Thanks to favorable macroeconomic conditions, credit quality of Indian corporates remained strong between October 2023 and March 2024 (second half of FY24). This was due to deleveraging of balance sheets, sustained domestic demand and government-led capital expenditure.

Rating upgrades continued to outpace rating downgrades in the second half of FY24, according to CRISIL, ICRA and India Ratings. CRISIL said there were 409 upgrades and 228 downgrades in the second half of the year.

According to CRISIL, the credit ratio, where the rating was upgraded to downgrades, fell to 1.79 times in the second half of the financial year 2023-24 (H2 FY24), compared to 1.91 times in April-September 2023 (H1).

All three rating agencies were optimistic about corporate credit quality in the financial year starting April 2024 (FY25).

The outlook for credit quality remains positive, with upgrades continuing to exceed downgrades. This is driven by domestic demand, low corporate debt and the tailwinds of continued infrastructure expansion.

K Ravichandran, chief rating officer of ICRA, said the vast majority of rating upgrades in the second half were driven by company-specific factors in terms of factors impacting credit quality. These were expanding market share or order book, improving the cost structure and reducing project risk.

Aviation, hospitality, auto and auto parts and banking were the only sectors in FY24 where rating upgrades were mainly driven by sector tailwinds.

While commodity prices have fallen, revenues of upgraded companies in the CRISIL rating pool grew by around 13 per cent in FY24, largely driven by a rise in volume.

With balance sheets in most sectors at their healthiest, capacity utilization around peak levels and interest rate cuts expected, a broad-based recovery in private capital investment is finally in sight, says Gurpreet Chhatwal, managing director (MD), CRISIL Ratings.

Arvind Rao, senior director of India Ratings, said soft commodity prices during FY24 supported rated entities’ cash flows despite initial concerns over high debt levels and high inflation. Geopolitical issues, whether ongoing wars or weak global economic conditions, have had a limited impact on credit profiles so far.

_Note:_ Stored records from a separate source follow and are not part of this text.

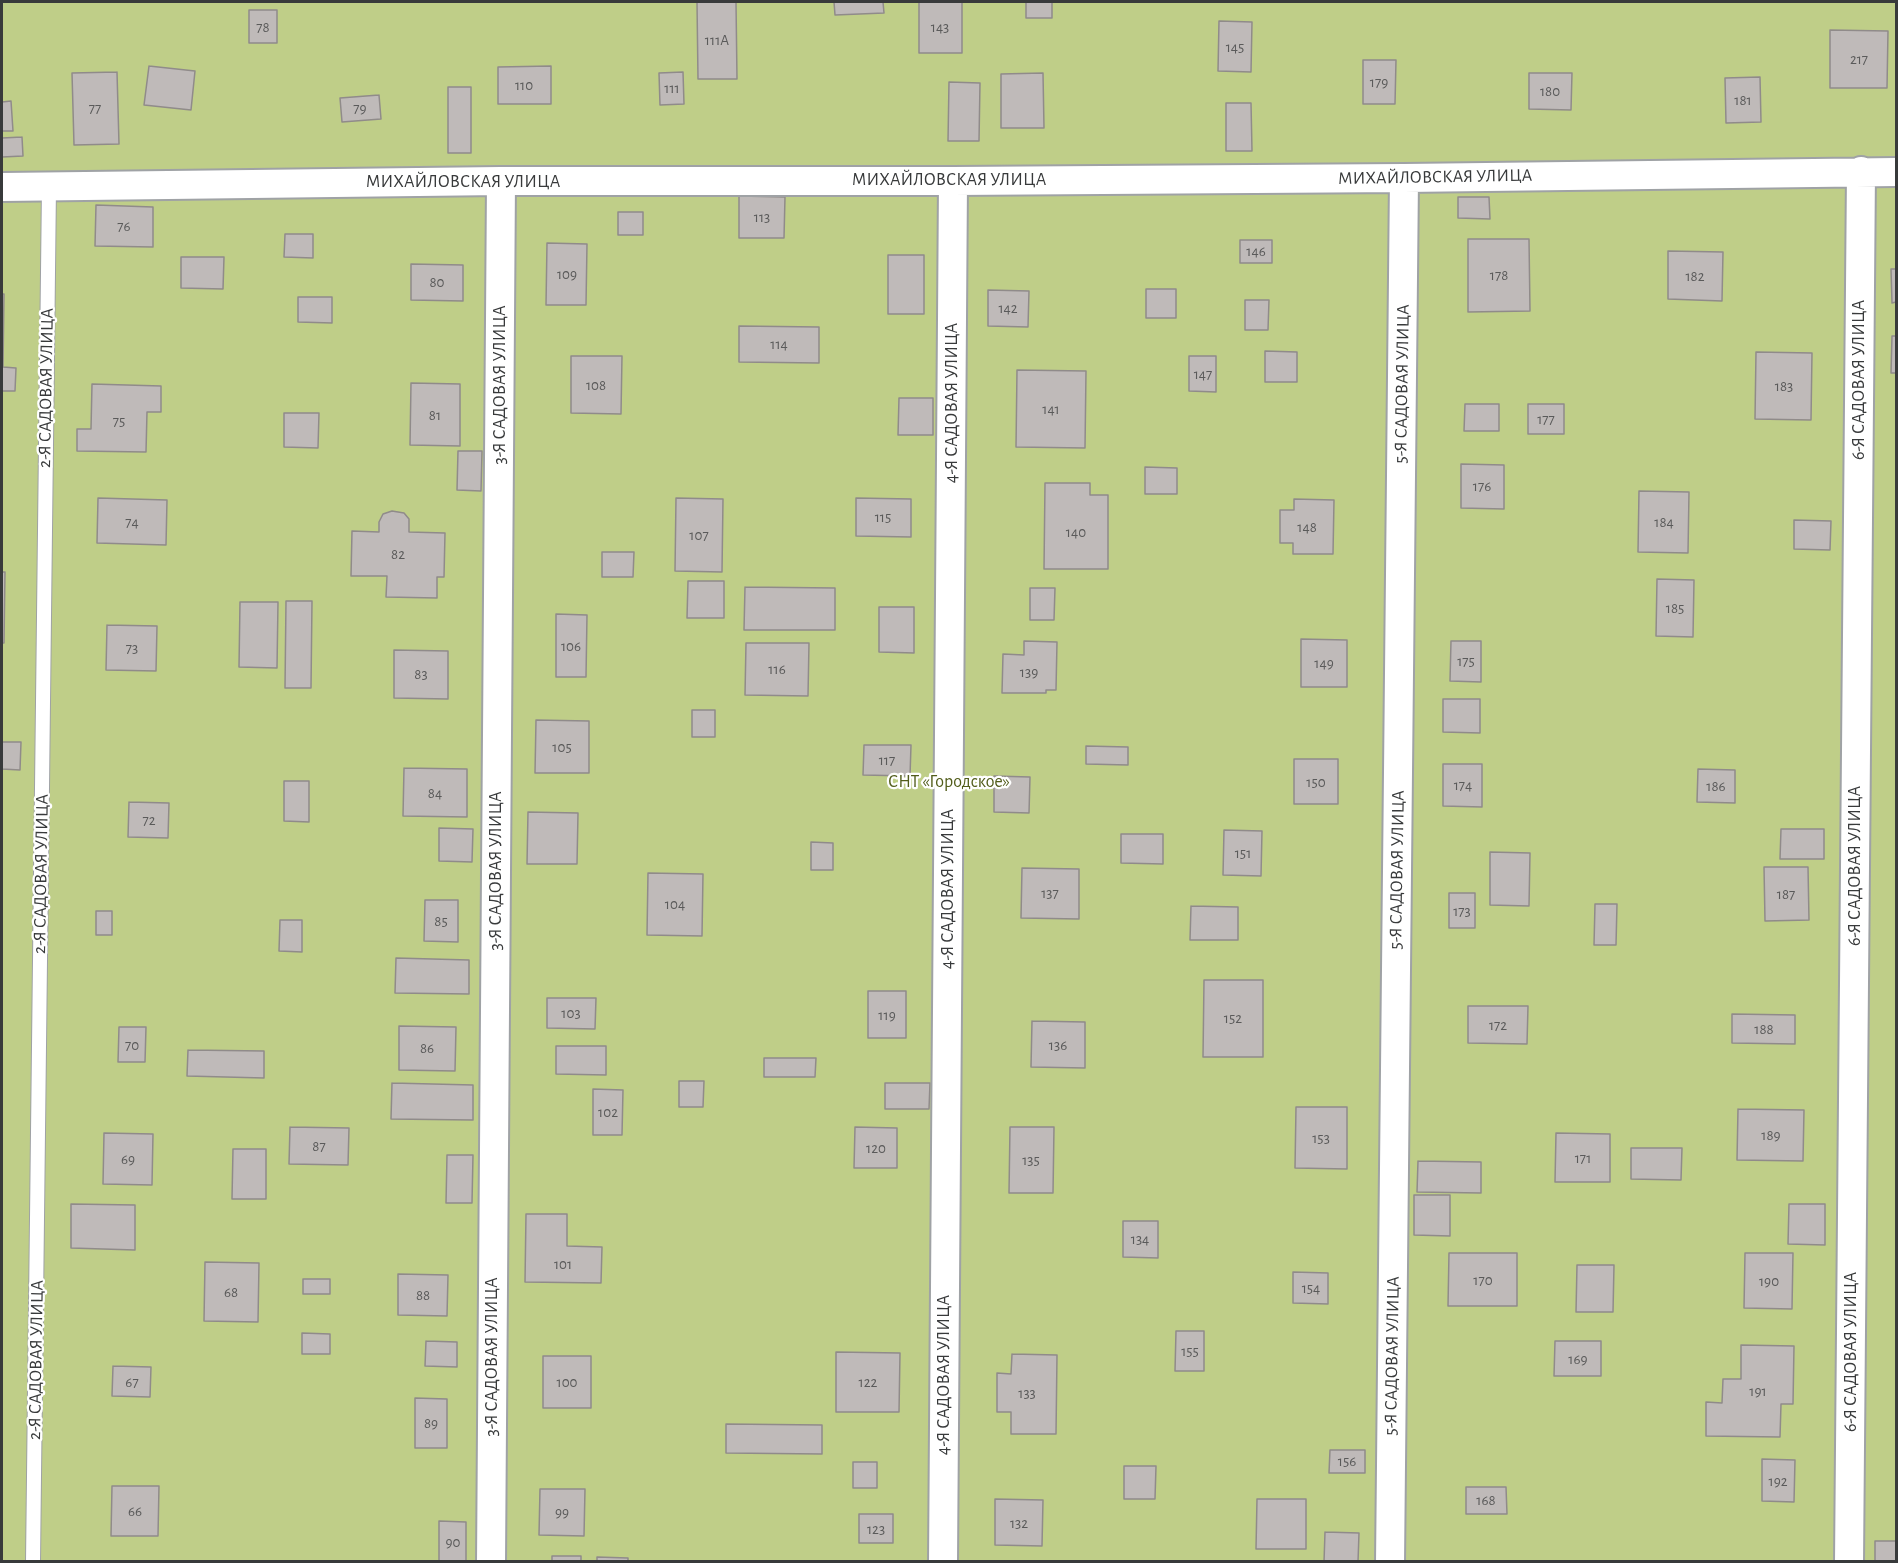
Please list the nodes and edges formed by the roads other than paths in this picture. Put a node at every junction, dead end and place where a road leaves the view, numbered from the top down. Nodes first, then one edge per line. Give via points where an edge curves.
1 (1861, 171) junction
2 (1896, 172) edge
3 (1404, 178) junction
4 (501, 181) junction
5 (953, 181) junction
6 (49, 186) junction
7 (2, 187) edge
8 (33, 1562) edge
9 (491, 1562) edge
10 (943, 1562) edge
11 (1390, 1562) edge
12 (1849, 1562) edge

1 - 2 street, МИХАЙЛОВСКАЯ УЛИЦА
1 - 3 street, МИХАЙЛОВСКАЯ УЛИЦА
1 - 12 street, 6-Я САДОВАЯ УЛИЦА
3 - 5 street, МИХАЙЛОВСКАЯ УЛИЦА
3 - 11 street, 5-Я САДОВАЯ УЛИЦА
4 - 5 street, МИХАЙЛОВСКАЯ УЛИЦА
4 - 6 street, МИХАЙЛОВСКАЯ УЛИЦА
4 - 9 street, 3-Я САДОВАЯ УЛИЦА
5 - 10 street, 4-Я САДОВАЯ УЛИЦА
6 - 7 street, МИХАЙЛОВСКАЯ УЛИЦА
6 - 8 lane, 2-Я САДОВАЯ УЛИЦА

The trend of steady improvement in lending is expected to continue in the new financial year (FY25). About 21 of the 26 business sectors tracked by CRISIL have strong to favorable credit quality outlooks. This is characterized by robust balance sheets and healthy operating cash flows – which are expected to be as high or higher than in FY24.

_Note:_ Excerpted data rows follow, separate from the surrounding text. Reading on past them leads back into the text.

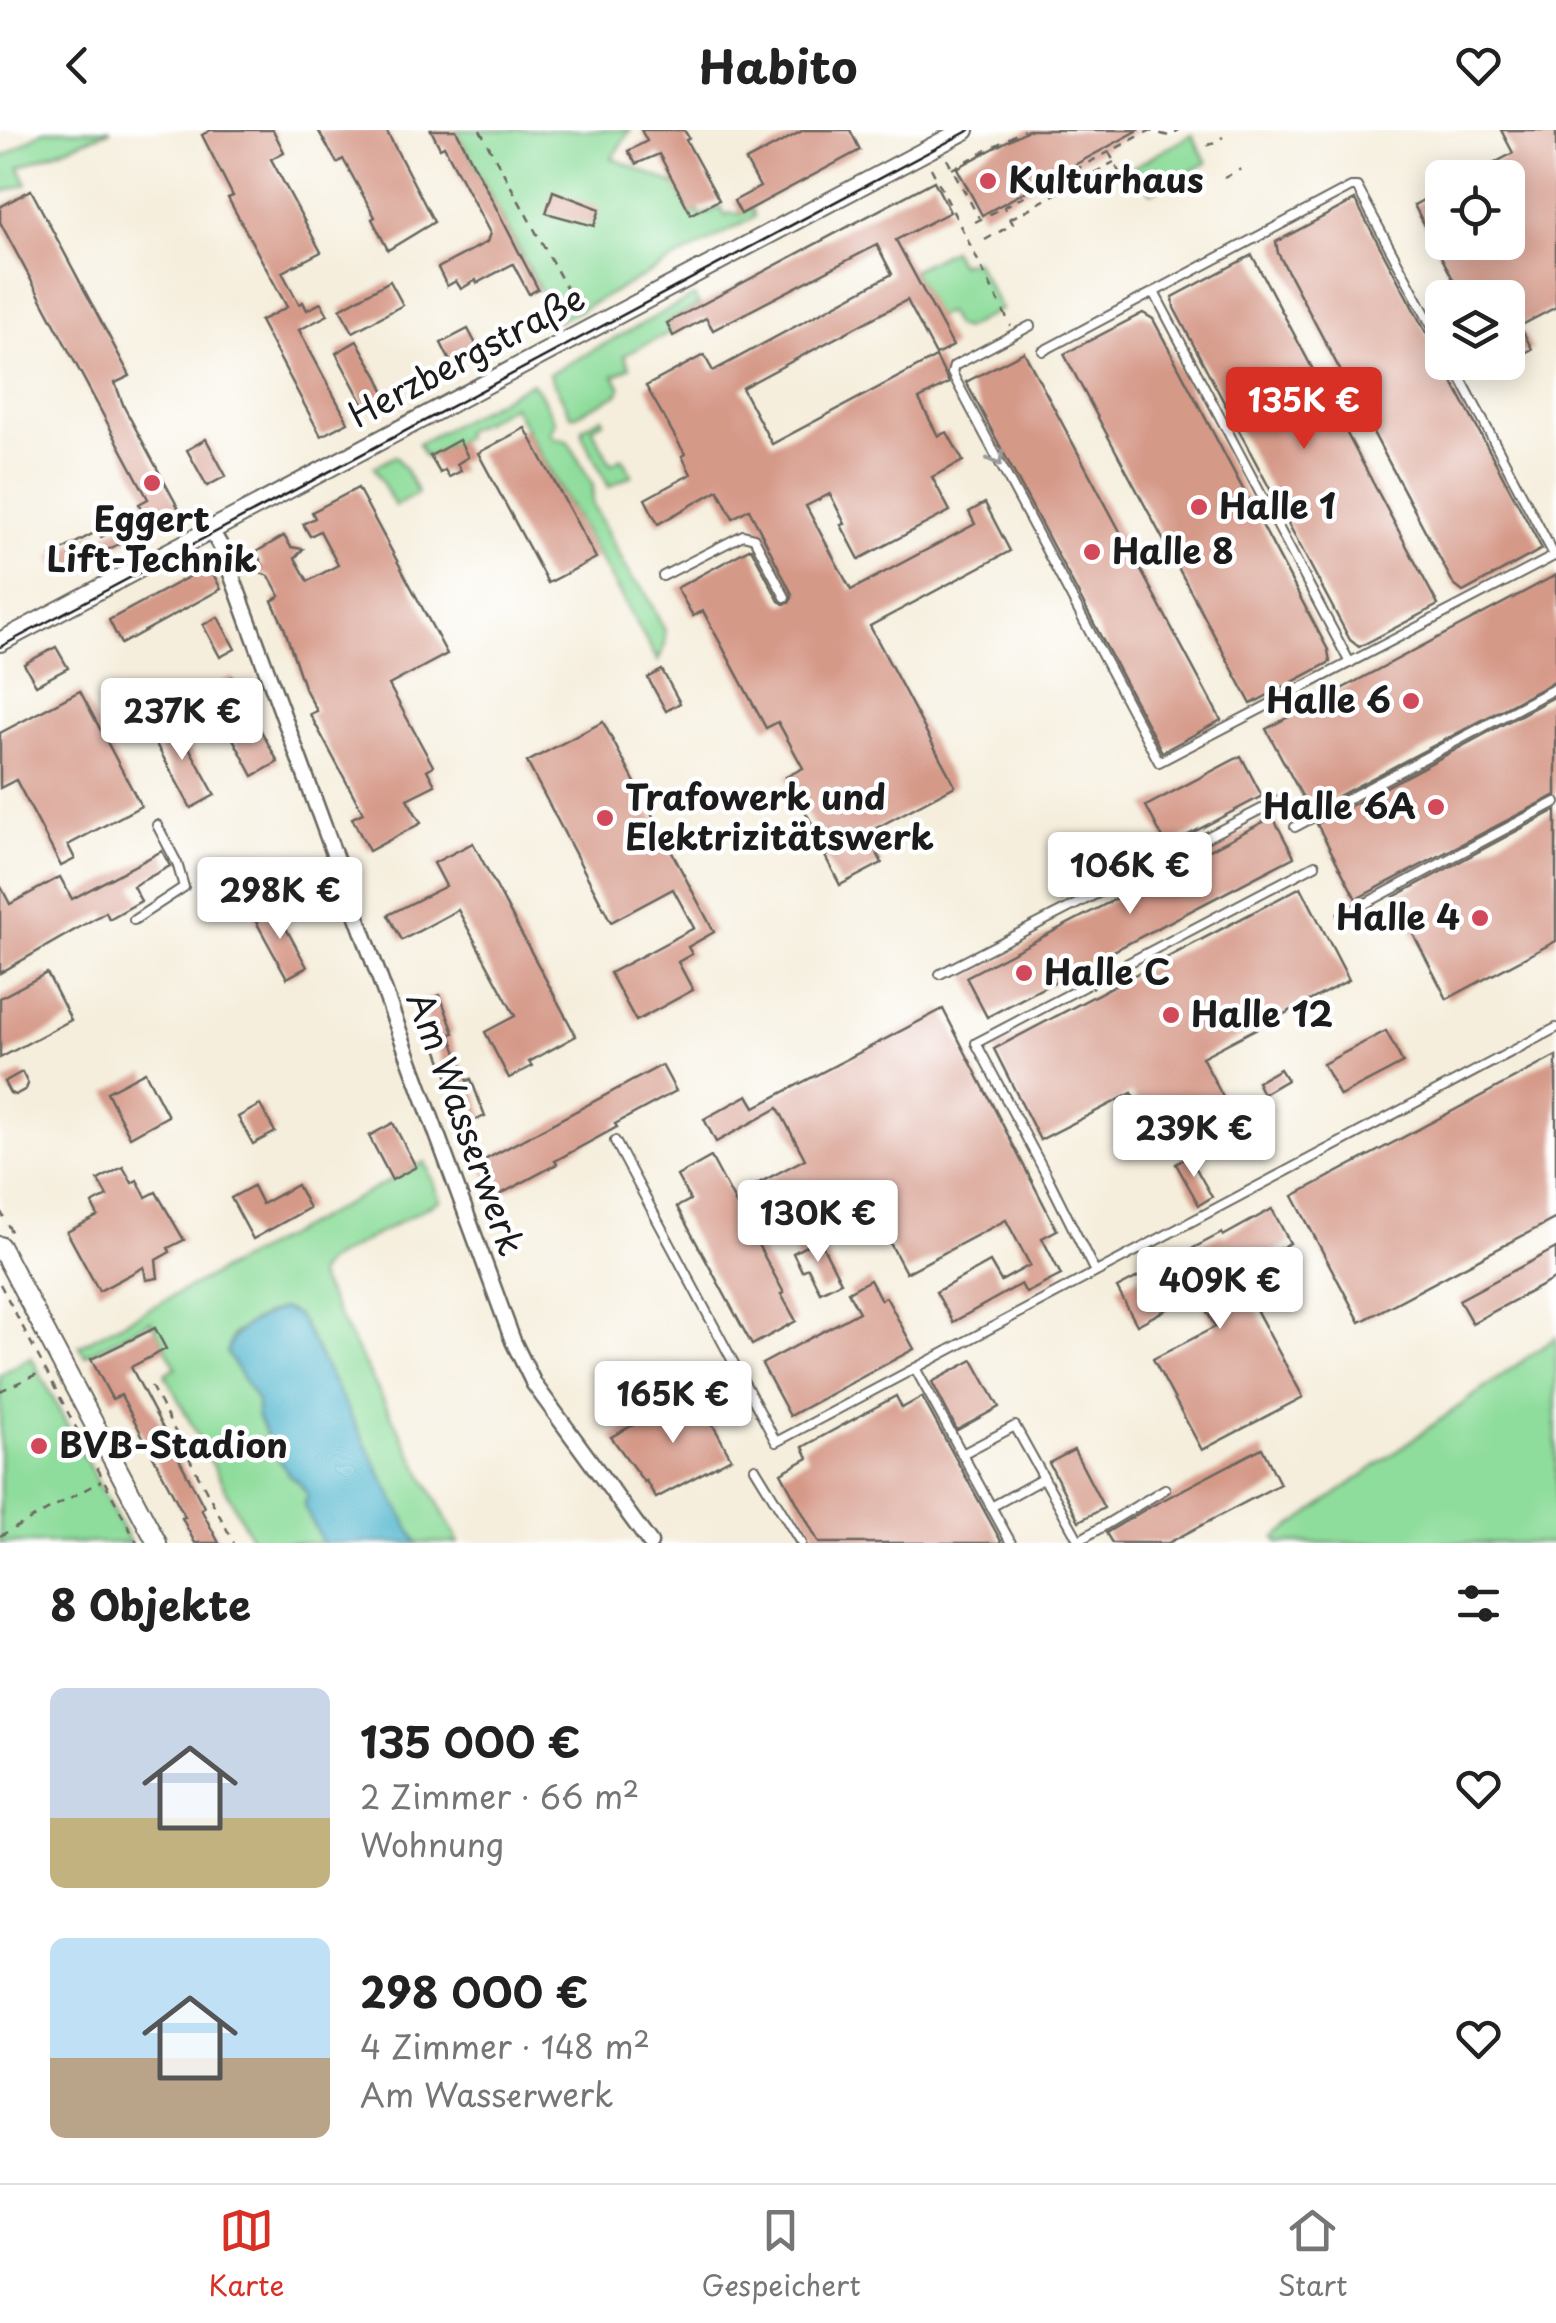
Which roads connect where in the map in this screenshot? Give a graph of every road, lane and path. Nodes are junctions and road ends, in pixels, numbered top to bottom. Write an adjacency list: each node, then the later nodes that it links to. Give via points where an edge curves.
1 (480, 130): 22 (path)
2 (965, 130): 28 (street, Herzbergstraße)
3 (1024, 130): 10 (path)
4 (1180, 130): 5 (path, via 1169,136)
5 (1148, 131): 9 (path)
6 (1224, 137): 7 (path)
7 (1207, 146)
8 (973, 149): 10 (path)
9 (1109, 152): 12 (path); 18 (path)
10 (977, 155): 14 (path)
11 (946, 158): 14 (path)
12 (1114, 162): 17 (path); 19 (path)
13 (930, 167): 25 (path)
14 (952, 168): 18 (path, via 977,220)
15 (1241, 169): 16 (path)
16 (1224, 178)
17 (1131, 196)
18 (1004, 206): 19 (path)
19 (1010, 219): 20 (path, via 1014,224)
20 (985, 240)
21 (1154, 292): 23 (lane, via 1358,187); 26 (lane); 33 (lane)
22 (578, 311)
23 (1425, 313)
24 (1030, 326): 25 (lane)
25 (1016, 334): 33 (lane, one-way to 33, via 952,373 1159,762)
26 (1043, 350)
27 (1462, 380): 29 (lane)
28 (211, 530): 32 (street, Herzbergstraße); 63 (street, Am Wasserwerk, via 513,1341 534,1384)
29 (1555, 555): 33 (lane)
30 (663, 576): 31 (lane, via 749,535)
31 (785, 597)
32 (0, 642)
33 (1350, 663)
34 (1556, 688): 38 (lane)
35 (1281, 799): 42 (lane)
36 (1556, 802): 40 (lane)
37 (157, 825): 41 (lane, via 184,887)
38 (1295, 827)
39 (1315, 865): 46 (lane, via 976,1043)
40 (1342, 916)
41 (134, 920)
42 (940, 974)
43 (1556, 1028): 46 (lane)
44 (616, 1141): 48 (lane, via 776,1442)
45 (0, 1246): 61 (street)
46 (1095, 1272): 48 (lane)
47 (0, 1284): 60 (path)
48 (914, 1368): 52 (lane)
49 (42, 1372): 51 (path)
50 (151, 1386): 62 (path)
51 (0, 1391)
52 (962, 1454): 54 (lane, via 1015,1426); 57 (lane)
53 (755, 1468): 64 (lane)
54 (1044, 1478): 57 (lane); 59 (lane)
55 (102, 1481): 58 (path)
56 (1166, 1489): 59 (lane)
57 (991, 1507): 65 (lane)
58 (0, 1536)
59 (1077, 1542)
60 (137, 1543)
61 (157, 1543)
62 (234, 1543)
63 (650, 1543)
64 (801, 1543)
65 (1011, 1543)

However, difficult times may lie ahead for some sectors. CRISIL felt that four business sectors – specialty chemicals, agrochemicals, textile-cotton spinning and diamond cutters – are facing headwinds. Their fortunes may be in line with global macroeconomic conditions, which are currently subdued.

According to ICRA, the sectors where industry headwinds played spoilsport in FY24 and may continue to do so in the near term are chemicals, cut and polished diamonds and bulk tea. The major negative factors that could throw a spanner in the works of the glowing forecasts for FY25 are the way the monsoons are shaping up this year, along with the geopolitical landscape, ICRA said.